Sampled-data control for mean-square exponential stabilization of memristive neural networks under deception attacks

Abstract

This paper is concerned with the mean-square exponential stabilization issue of memristive neural networks (MNNs) subject to deception attacks via sampled-data control. The reasons for considering this problem are as follows: (1) Under deception attacks, the state information transmitted in the communication network will be tampered by attackers, which may have an unpredictable impact on the system performance. Moreover, owing to the switching features of MNNs, this makes stability analysis more difficult. (2) In the existing work, it still leave room for improving the security level and the sampling interval. For these reasons, the concept of the security level that measures the anti-attack capability of MNNs is presented for the first time.

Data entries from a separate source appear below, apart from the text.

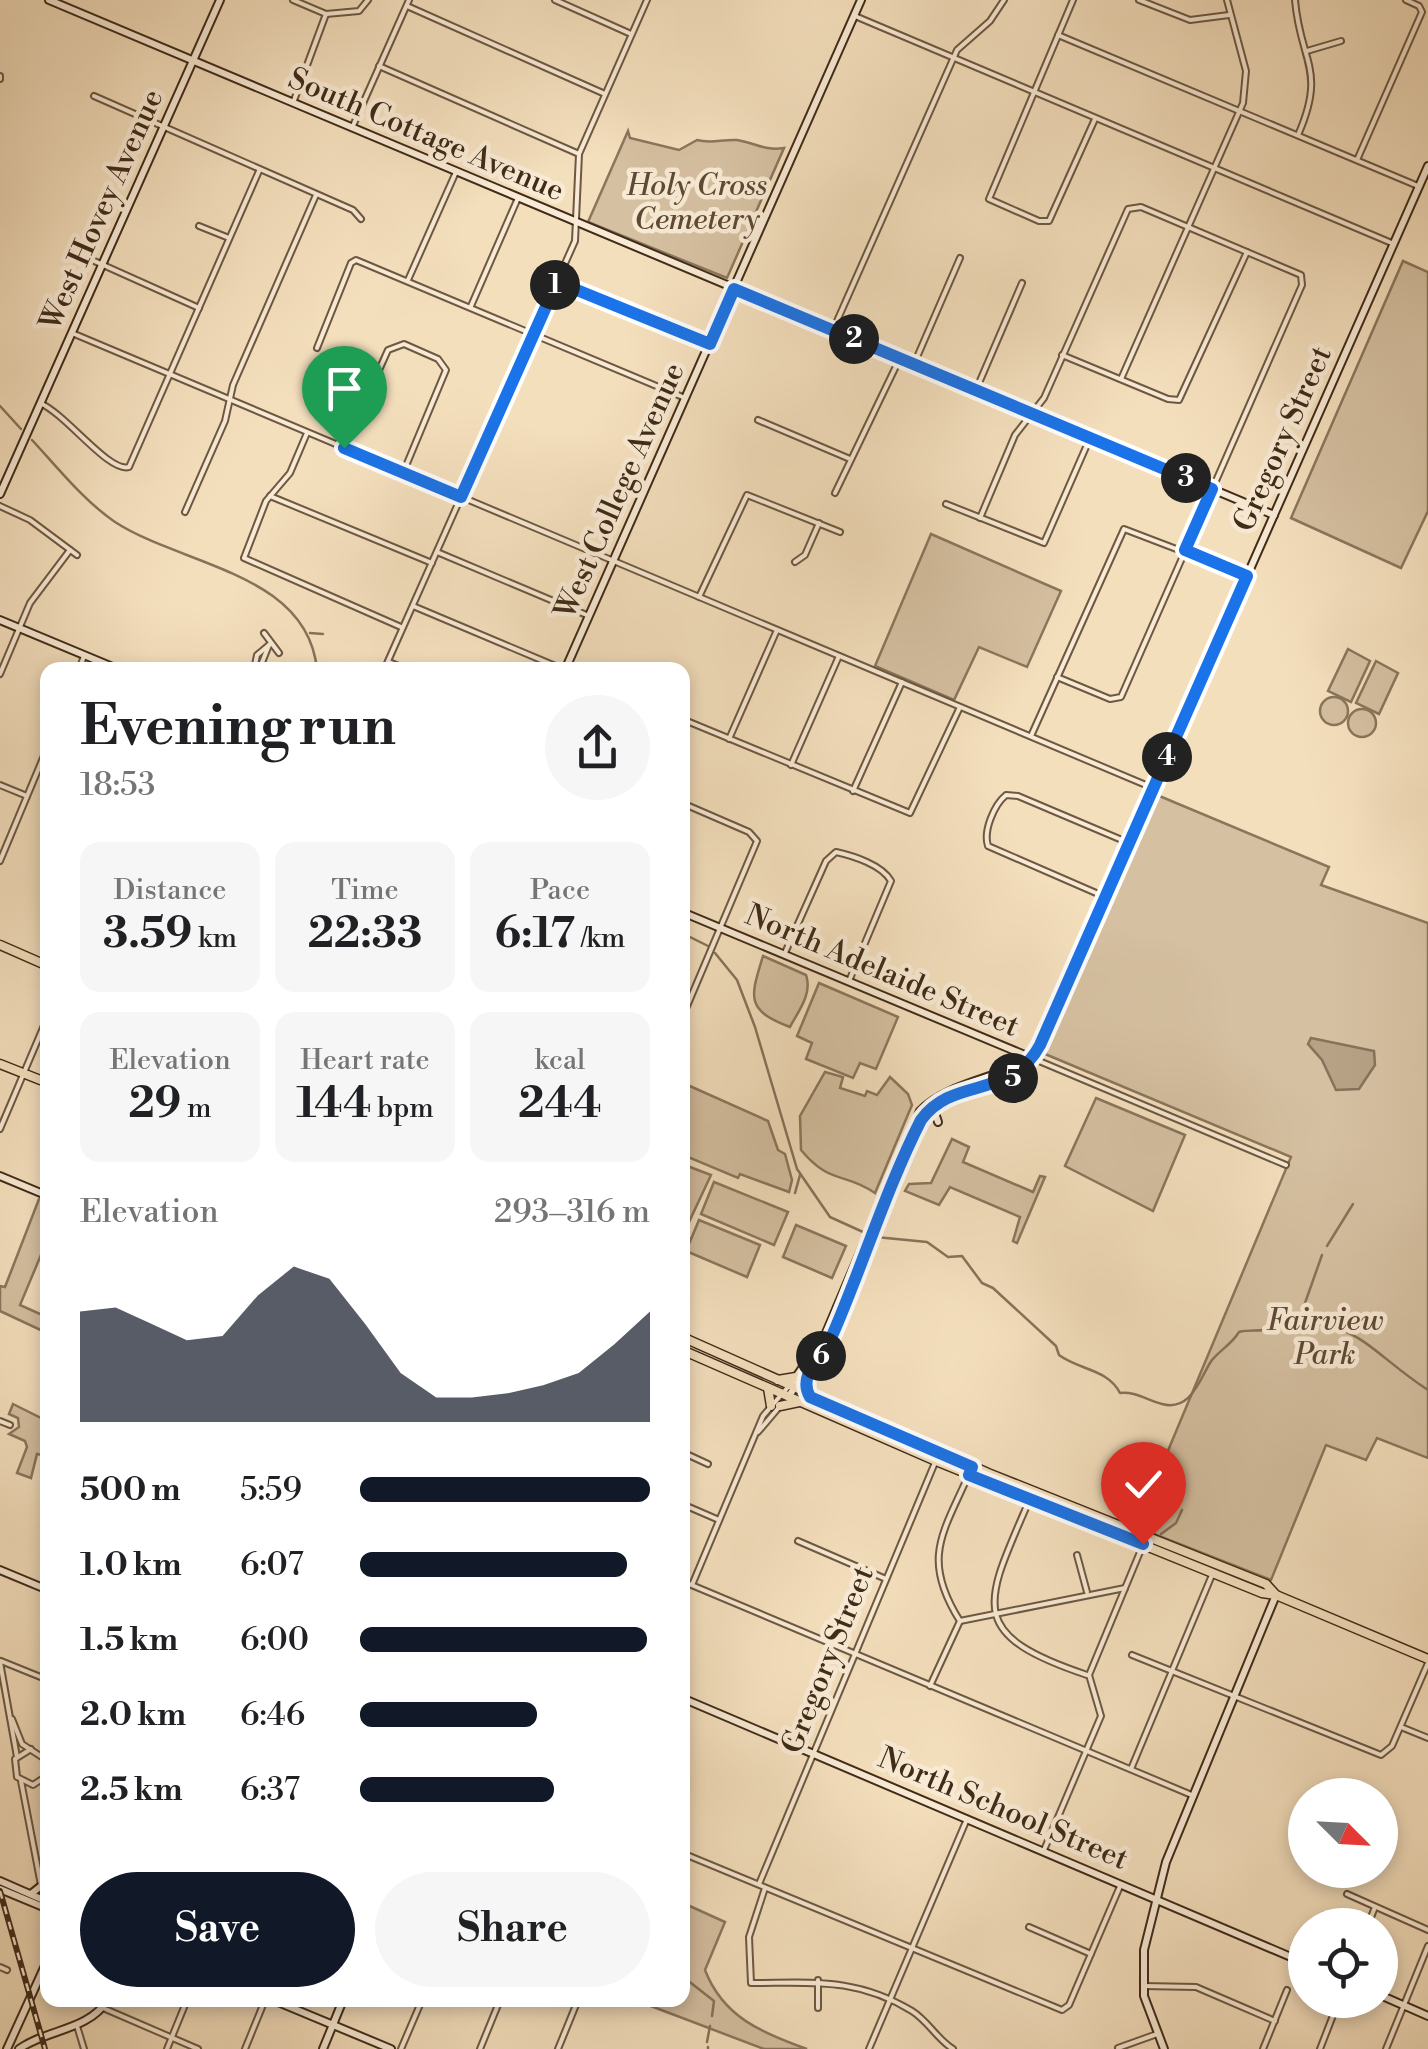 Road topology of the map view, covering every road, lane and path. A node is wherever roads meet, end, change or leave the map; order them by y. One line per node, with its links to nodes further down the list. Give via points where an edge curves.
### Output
1 (48, 0): 23 (main road, South Cottage Avenue)
2 (220, 0): 23 (main road, West Hovey Avenue)
3 (293, 0): 15 (street)
4 (368, 0): 15 (street, via 359,11)
5 (555, 0): 18 (street)
6 (646, 0): 18 (street)
7 (862, 0): 17 (main road, West College Avenue)
8 (1004, 0): 22 (street)
9 (1073, 0): 19 (street)
10 (1139, 0): 16 (street, via 1190,20)
11 (1227, 0): 16 (street)
12 (1294, 0): 21 (street)
13 (1406, 0): 35 (street, via 1422,8)
14 (408, 3): 24 (street); 26 (street)
15 (326, 14): 28 (street)
16 (1230, 15): 29 (street, via 1248,81)
17 (854, 16): 22 (street); 56 (main road, West College Avenue)
18 (632, 34): 26 (street)
19 (1058, 35): 25 (street); 29 (street)
20 (1341, 41): 21 (street)
21 (1307, 51): 33 (street, via 1314,90)
22 (953, 59): 25 (street); 59 (street)
23 (193, 61): 28 (main road, South Cottage Avenue); 31 (main road, West Hovey Avenue)
24 (380, 66): 32 (street); 34 (street)
25 (1032, 92): 30 (street); 30 (street, via 988,197 1047,222)
26 (605, 94): 34 (street)
27 (94, 96): 31 (street)
28 (292, 103): 32 (main road, South Cottage Avenue)
29 (1240, 111): 33 (street); 37 (street)
30 (1095, 119): 37 (street)
31 (163, 128): 38 (street); 52 (main road, West Hovey Avenue)
32 (352, 128): 39 (main road, South Cottage Avenue)
33 (1298, 135): 35 (street)
34 (579, 154): 44 (street)
35 (1357, 160): 40 (street)
36 (1428, 166): 40 (main road, Gregory Street)
37 (1214, 169): 46 (street); 48 (street)
38 (259, 171): 41 (street); 47 (street)
39 (456, 172): 42 (main road, South Cottage Avenue); 53 (street)
40 (1419, 186): 48 (main road, Gregory Street)
41 (316, 194): 43 (street); 71 (street)
42 (518, 198): 44 (main road, South Cottage Avenue); 57 (street)
43 (362, 219)
44 (579, 223): 54 (street); 56 (main road, South Cottage Avenue)
45 (199, 226): 47 (street)
46 (1188, 227): 50 (street); 64 (street, via 1132,207); 68 (street)
47 (229, 238): 58 (street)
48 (1394, 244): 88 (main road, Gregory Street)
49 (72, 251): 52 (street)
50 (1247, 252): 68 (street, via 1184,394 1175,400); 80 (street, via 1302,277)
51 (960, 258): 66 (street)
52 (101, 265): 58 (street); 60 (main road, West Hovey Avenue)
53 (408, 280): 57 (street); 63 (street, via 355,260)
54 (557, 282): 61 (street); 62 (street)
55 (1022, 283): 69 (street)
56 (734, 289): 59 (main road, South Cottage Avenue); 62 (main road, West College Avenue)
57 (470, 306): 61 (street)
58 (199, 308): 67 (street)
59 (834, 330): 65 (main road, South Cottage Avenue)
60 (72, 333): 67 (street); 72 (main road, West Hovey Avenue)
61 (534, 333): 70 (street); 84 (street)
62 (710, 344): 70 (main road, West College Avenue)
63 (317, 348)
64 (1062, 355): 68 (street); 73 (street)
65 (900, 358): 66 (main road, South Cottage Avenue); 78 (street)
66 (914, 364): 69 (main road, South Cottage Avenue)
67 (170, 375): 71 (street); 72 (street, via 126,469 110,464 64,415)
68 (1121, 380)
69 (976, 390): 73 (main road, South Cottage Avenue)
70 (686, 398): 96 (main road, West College Avenue)
71 (230, 400): 75 (street); 87 (street)
72 (40, 402): 82 (main road, West Hovey Avenue)
73 (1031, 413): 76 (main road, South Cottage Avenue); 89 (street)
74 (758, 420): 78 (street)
75 (307, 433): 77 (street); 83 (street, via 290,473)
76 (1090, 438): 80 (main road, South Cottage Avenue); 89 (street, via 1044,542)
77 (344, 448): 79 (street); 79 (street, via 394,345 404,344 445,367)
78 (850, 460): 81 (street)
79 (402, 473): 84 (street)
80 (1212, 489): 88 (main road, South Cottage Avenue); 93 (street)
81 (835, 493)
82 (0, 494)
83 (268, 495): 98 (street); 105 (street, via 244,558)
84 (461, 497): 94 (street); 96 (street)
85 (946, 504): 89 (street)
86 (0, 506): 92 (street)
87 (185, 512)
88 (1274, 515): 99 (main road, Gregory Street)
89 (980, 518)
90 (818, 522): 91 (street); 97 (street); 100 (street, via 747,495)
91 (840, 532)
92 (70, 550): 95 (street); 104 (street)
93 (1185, 550): 99 (street); 119 (street, via 1127,528); 119 (street, via 1117,700)
94 (437, 552): 98 (street); 102 (street)
95 (77, 556)
96 (614, 560): 100 (street); 102 (main road, West College Avenue)
97 (795, 562)
98 (432, 563): 101 (street)
99 (1247, 576): 128 (main road, Gregory Street)
100 (699, 597): 106 (street)
101 (412, 606): 105 (street); 116 (street)
102 (589, 616): 117 (main road, West College Avenue)
103 (0, 620): 104 (main road)
104 (19, 627): 110 (main road); 118 (street)
105 (403, 628): 115 (street)
106 (777, 630): 111 (street); 124 (street)
107 (264, 633): 108 (street)
108 (269, 645): 109 (street); 114 (street)
109 (279, 654)
110 (85, 655): 112 (street); 113 (main road)
111 (840, 656): 120 (street); 126 (street)
112 (82, 662)
113 (101, 662)
114 (257, 662)
115 (388, 662)
116 (546, 662)
117 (569, 662)
118 (0, 674)
119 (1058, 677): 123 (street)
120 (902, 682): 121 (street); 129 (street)
121 (960, 707): 123 (street); 129 (street, via 910,813)
122 (690, 722): 124 (street)
123 (1031, 736): 128 (street)
124 (729, 739): 126 (street)
125 (40, 765): 130 (street)
126 (792, 765): 129 (street)
127 (0, 785): 130 (street)
128 (1154, 788): 132 (main road, Gregory Street)
129 (853, 791)
130 (27, 796): 133 (street)
131 (690, 807): 136 (street, via 756,838)
132 (1129, 843): 134 (main road, Gregory Street); 134 (street, via 1006,795 1000,800 986,842 991,849)
133 (0, 861)
134 (1105, 897): 144 (main road, Gregory Street)
135 (690, 915): 136 (main road, North Adelaide Street)
136 (720, 928): 138 (main road, North Adelaide Street); 141 (street)
137 (0, 945): 139 (main road)
138 (784, 954): 140 (main road, North Adelaide Street); 140 (street, via 826,861 844,854 892,881)
139 (40, 962)
140 (849, 982): 143 (main road, North Adelaide Street)
141 (690, 999)
142 (40, 1035): 147 (street)
143 (1012, 1050): 144 (main road, North Adelaide Street); 146 (main road)
144 (1032, 1058): 146 (main road); 149 (main road, via 1014,1078); 152 (street, North Adelaide Street)
145 (0, 1064): 147 (main road)
146 (1012, 1071): 157 (main road, via 945,1092 920,1110)
147 (24, 1074): 148 (main road); 151 (street)
148 (40, 1080)
149 (933, 1107): 150 (main road); 157 (main road, via 918,1126 830,1338)
150 (938, 1122)
151 (0, 1129)
152 (1286, 1165)
153 (0, 1176): 154 (main road)
154 (40, 1193)
155 (690, 1341): 158 (main road)
156 (690, 1353): 158 (main road)
157 (801, 1377): 158 (main road); 159 (main road); 160 (main road)
158 (771, 1384): 159 (main road); 162 (main road)
159 (788, 1392): 160 (main road); 161 (main road); 162 (street)
160 (810, 1397): 166 (main road)
161 (798, 1402): 162 (main road); 166 (main road)
162 (776, 1406): 171 (street, via 752,1440)
163 (0, 1420): 164 (street)
164 (10, 1425)
165 (690, 1456): 167 (street)
166 (937, 1457): 168 (main road); 177 (street, Gregory Street)
167 (708, 1464)
168 (970, 1471): 169 (main road); 184 (street, via 937,1557 938,1582)
169 (1032, 1496): 173 (main road); 182 (main road, via 1252,1578); 183 (street, via 996,1578)
170 (690, 1507): 171 (street)
171 (719, 1520): 178 (street)
172 (798, 1541): 177 (street)
173 (1144, 1542): 176 (main road); 180 (street)
174 (1077, 1555): 181 (street)
175 (0, 1570): 179 (main road)
176 (1213, 1573): 182 (main road); 189 (street)
177 (886, 1579): 185 (street, Gregory Street)
178 (692, 1585): 185 (street)
179 (40, 1587)
180 (1125, 1588): 181 (street); 190 (street)
181 (1087, 1592): 183 (street)
182 (1276, 1594): 188 (main road); 193 (main road)
183 (998, 1614): 184 (street); 190 (street, via 1003,1633 1022,1650)
184 (960, 1620): 192 (street)
185 (854, 1654): 192 (street); 201 (street, Gregory Street)
186 (1132, 1655): 189 (street)
187 (0, 1661): 191 (street); 195 (street)
188 (1428, 1661): 196 (street)
189 (1172, 1671): 193 (street); 203 (street)
190 (1089, 1676): 199 (street, via 1100,1716)
191 (40, 1677)
192 (930, 1686): 199 (street)
193 (1235, 1696): 196 (street, via 1386,1754); 207 (main road)
194 (690, 1701): 201 (main road, North School Street)
195 (12, 1719): 198 (street); 202 (street)
196 (1401, 1727): 197 (street)
197 (1428, 1738)
198 (30, 1749): 200 (street); 202 (street)
199 (1086, 1751): 203 (street); 210 (street)
200 (40, 1752)
201 (813, 1753): 209 (main road, North School Street); 214 (street, Gregory Street)
202 (17, 1757): 204 (street)
203 (1131, 1769): 207 (street)
204 (21, 1782): 206 (street); 208 (street)
205 (40, 1782): 206 (street)
206 (33, 1785): 208 (street)
207 (1194, 1796): 221 (main road)
208 (26, 1804): 213 (street)
209 (968, 1818): 210 (main road, North School Street); 228 (street)
210 (1044, 1851): 215 (main road, North School Street)
211 (690, 1856): 214 (street)
212 (0, 1881): 219 (main road)
213 (40, 1881)
214 (758, 1884): 217 (street)
215 (1121, 1884): 221 (main road, North School Street); 229 (street)
216 (40, 1888): 219 (main road)
217 (765, 1888): 228 (street); 234 (street, via 750,1938 749,1980)
218 (0, 1889): 223 (main road)
219 (30, 1894): 222 (main road)
220 (1347, 1894): 224 (street)
221 (1157, 1898): 230 (main road, North School Street); 235 (main road)
222 (40, 1899)
223 (40, 1901)
224 (1375, 1907): 226 (street)
225 (1029, 1927): 229 (street)
226 (1428, 1930)
227 (1428, 1946): 239 (street)
228 (912, 1949): 229 (street, via 1064,2010); 237 (street)
229 (1091, 1954)
230 (1288, 1955)
231 (0, 1967): 232 (street)
232 (8, 1970)
233 (40, 1977): 259 (main road)
234 (818, 1980): 237 (street); 249 (street)
235 (1143, 1986): 252 (street, via 1196,1988); 255 (main road)
236 (1287, 1990): 252 (street)
237 (890, 2000): 270 (street); 271 (street, via 915,2013)
238 (1398, 2002): 239 (main road)
239 (1404, 2005): 250 (main road); 275 (street)
240 (101, 2007): 254 (main road)
241 (108, 2007): 256 (street)
242 (184, 2007): 256 (street)
243 (266, 2007): 264 (street)
244 (287, 2007): 253 (main road)
245 (340, 2007): 253 (main road)
246 (419, 2007): 267 (street)
247 (497, 2007): 268 (street)
248 (575, 2007): 269 (street)
249 (818, 2008)
250 (1428, 2016)
251 (1331, 2018): 274 (street)
252 (1275, 2020): 273 (street)
253 (333, 2025): 265 (main road); 266 (main road)
254 (77, 2026): 260 (main road); 261 (street)
255 (1158, 2034): 258 (street); 272 (main road)
256 (171, 2038): 262 (street); 263 (street)
257 (0, 2046): 259 (street)
258 (1118, 2048)
259 (7, 2049)
260 (20, 2049)
261 (84, 2049)
262 (167, 2049)
263 (198, 2049)
264 (245, 2049)
265 (323, 2049)
266 (391, 2049)
267 (401, 2049)
268 (480, 2049)
269 (558, 2049)
270 (869, 2049)
271 (952, 2049)
272 (1164, 2049)
273 (1263, 2049)
274 (1320, 2049)
275 (1386, 2049)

A secure sampled-data controller is proposed and two looped functions are designed according to the characteristics of deception attacks to improve the security level and the sampling interval. The positivity and symmetry of relevant matrices in the Lyapunov function can be dropped compared to the traditional looped Lyapunov function, which can reduce the conservatism of the result. By utilizing inequality techniques and discrete-time Lyapunov theorem, some sufficient conditions are derived to ensure mean-square exponential stabilization of MNNs in the presence of deception attacks. Lastly, an example of a 3-D MNNs is given to verify the validity of the proposed results. Two superiorities, i.e., improving the security level and enlarging the sampling interval, of the proposed looped functions are also well discussed by a numerical example.